Last weekend I needed easy knitting for a two-night train trip to Rhode Island. My Striped Marl Hat was not qualified for the job, because it was at the awkward teenage phase of needing to be transferred to double-points, or two circulars, for the last few crown decreases, and I do not do DPNs on public transportation. The obvious solution: cast on something new.
It’s Swarfin’ Time
Winding 223 yards per skein in the cramped quarters allotted to me by Amtrak was harder than I thought it would be. It was was one of those 4 seats around a folding table situations, and the other three people really wanted the table folded down, so it was a little bit hunchy, but I persevered. And that ended up being the most difficult part of my Swarf experience.
The Swarf itself fairly flew! In the few knitting hours available to me over a convivial weekend, I made it all the way to the last 16 rows of the front.

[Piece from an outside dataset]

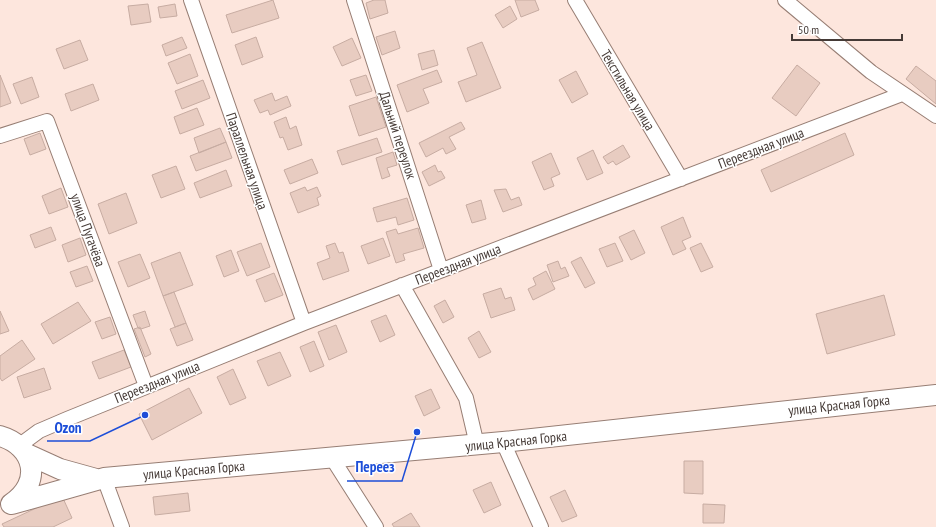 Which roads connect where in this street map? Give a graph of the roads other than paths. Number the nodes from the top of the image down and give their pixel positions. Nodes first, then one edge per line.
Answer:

After the bright colors of my Color Explosion Throw and my latest Marlogram Scarf, Tynd’s softly glowing neutrals are very compelling. The Tynd colors have a depth that the word neutral doesn’t convey. If these are neutrals, they are rich, lustrous neutrals that I want in my life all the time. If this is what a tasteful palette is, guess who’s come down with a sudden and unexpected case of Exquisite Taste! Your girl, me!
Tynd’s colors are lush to begin with. When you marl them, they melt into each other. My colors A, B, C, D, and E are: 12, 17, 19, 32 and 33.
Here’s the only problem: I just want to keep going. What a luxurious scarf this would make, if I kept on in this palette, occasionally adding something a bit unexpected to the mix, like the gold of color 27, or the inky carbon of color 05.
At this width, knit to a long enough length to double-wrap around the neck, it would be a gorgeous scarf for someone who likes their scarves to envelop them, to make a statement. (That would be me.) But if I narrowed the width by one repeat of the texture pattern (16 stitches), and knit it to a mere 36-inch length, it would be perfect for the type of person who likes a scarf to fold neatly inside their coat, without adding bulk. I’m always looking for a scarf like that, as I have people like that on my list, and it’s hard to find a scarf pattern that is small and simple enough for them to want to wear, and enough fun for me to want to knit it. This is the one!
Obligatory portrait mode.
I’m sticking with the Swarf. I have the perfect jacket for it, and I am determined to make my Swarf dreams into my Swarf reality. But in my mind I’m already casting on two more scarves in this simple—simply luxurious—texture pattern. But I would request that in our mini-Swarfalong coming up in early January (get on board, everyone!)—scarves be permitted, in addition to Swarves.